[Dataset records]
____________________
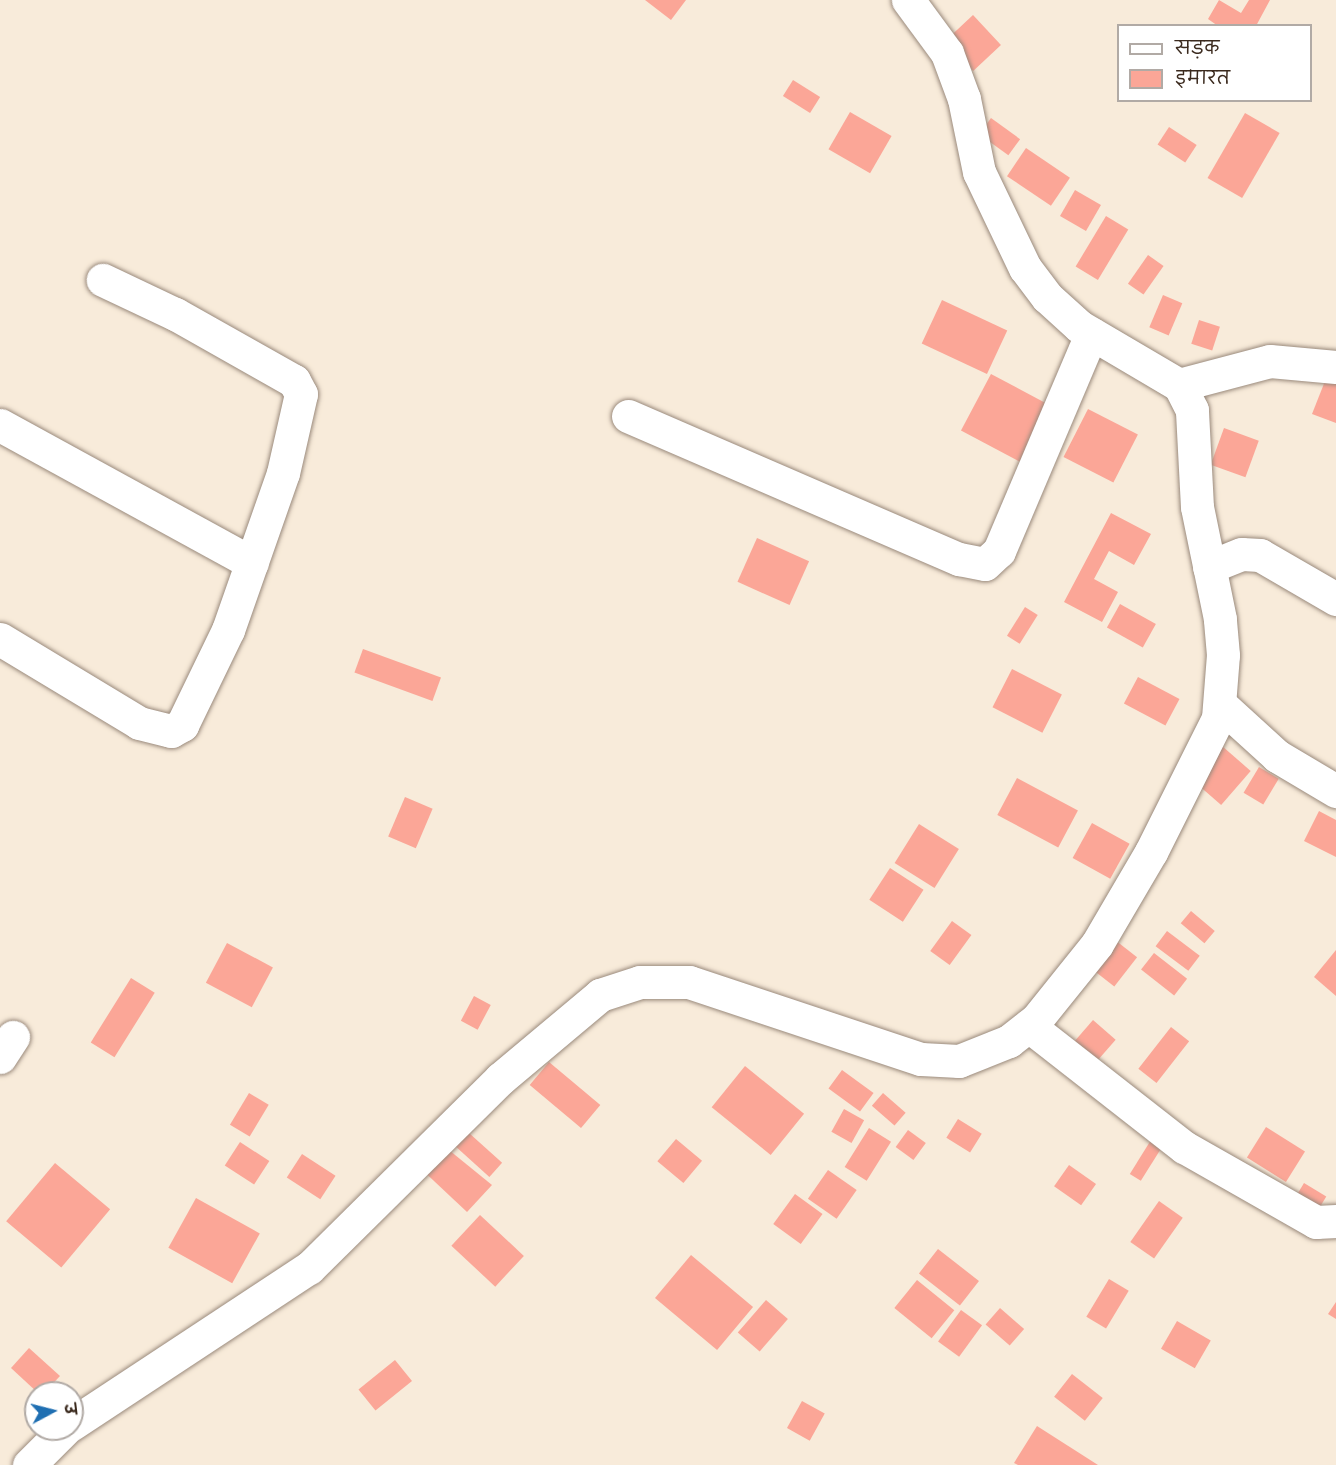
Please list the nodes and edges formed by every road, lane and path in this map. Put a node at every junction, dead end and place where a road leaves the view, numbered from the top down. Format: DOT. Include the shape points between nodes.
graph roads {
  1 [pos="908,0"];
  2 [pos="103,280"];
  3 [pos="1091,334"];
  4 [pos="1336,367"];
  5 [pos="1179,385"];
  6 [pos="628,416"];
  7 [pos="0,425"];
  8 [pos="252,563"];
  9 [pos="1209,567"];
  10 [pos="1336,599"];
  11 [pos="0,639"];
  12 [pos="1221,705"];
  13 [pos="1336,791"];
  14 [pos="1029,1026"];
  15 [pos="1336,1221"];
  16 [pos="84,1416"];
  17 [pos="54,1441"];
  18 [pos="29,1465"];
  1 -- 3 [label="street" via="947,53 964,99 979,172 1021,260 1047,297"];
  2 -- 8 [label="street" via="175,314 294,381 301,394 298,419"];
  3 -- 5 [label="street"];
  3 -- 6 [label="street" via="999,551 986,564 959,559"];
  4 -- 5 [label="street" via="1270,361"];
  5 -- 9 [label="street" via="1192,410 1197,507"];
  7 -- 8 [label="street"];
  8 -- 11 [label="street" via="228,630 190,712 171,731 139,723"];
  9 -- 10 [label="street" via="1242,554 1260,555"];
  9 -- 12 [label="street" via="1220,619"];
  12 -- 13 [label="street" via="1276,756"];
  12 -- 14 [label="street" via="1209,738 1156,842 1097,944 1062,992"];
  14 -- 15 [label="street" via="1184,1147 1316,1222"];
  14 -- 16 [label="street" via="1009,1041 975,1056 940,1062 689,982 661,980 600,995 500,1079 309,1268"];
  17 -- 18 [label="street"];
}
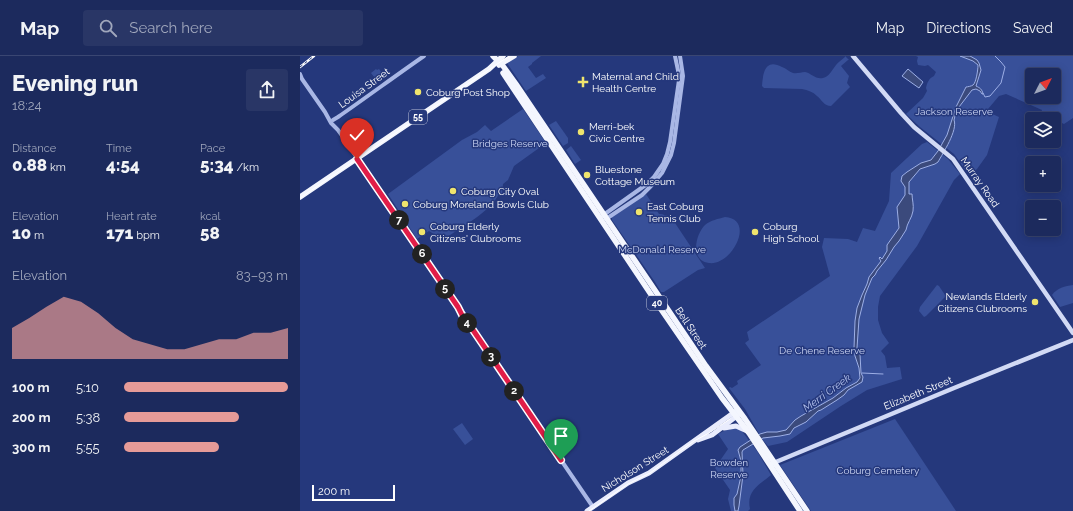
____________________
• [Exercise goal]
Pictures do not belong in the copy. Please reproduce the entries above exactly otherwise.

• [Result of this task]
Please list the nodes and edges formed by every road, lane and path in this map. Put a node at every junction, dead end and place where a road leaves the view, numbered from the top down. Format: DOT. Include the shape points between nodes.
graph roads {
  1 [pos="908,0"];
  2 [pos="103,280"];
  3 [pos="1091,334"];
  4 [pos="1336,367"];
  5 [pos="1179,385"];
  6 [pos="628,416"];
  7 [pos="0,425"];
  8 [pos="252,563"];
  9 [pos="1209,567"];
  10 [pos="1336,599"];
  11 [pos="0,639"];
  12 [pos="1221,705"];
  13 [pos="1336,791"];
  14 [pos="1029,1026"];
  15 [pos="1336,1221"];
  16 [pos="84,1416"];
  17 [pos="54,1441"];
  18 [pos="29,1465"];
  1 -- 3 [label="street" via="947,53 964,99 979,172 1021,260 1047,297"];
  2 -- 8 [label="street" via="175,314 294,381 301,394 298,419"];
  3 -- 5 [label="street"];
  3 -- 6 [label="street" via="999,551 986,564 959,559"];
  4 -- 5 [label="street" via="1270,361"];
  5 -- 9 [label="street" via="1192,410 1197,507"];
  7 -- 8 [label="street"];
  8 -- 11 [label="street" via="228,630 190,712 171,731 139,723"];
  9 -- 10 [label="street" via="1242,554 1260,555"];
  9 -- 12 [label="street" via="1220,619"];
  12 -- 13 [label="street" via="1276,756"];
  12 -- 14 [label="street" via="1209,738 1156,842 1097,944 1062,992"];
  14 -- 15 [label="street" via="1184,1147 1316,1222"];
  14 -- 16 [label="street" via="1009,1041 975,1056 940,1062 689,982 661,980 600,995 500,1079 309,1268"];
  17 -- 18 [label="street"];
}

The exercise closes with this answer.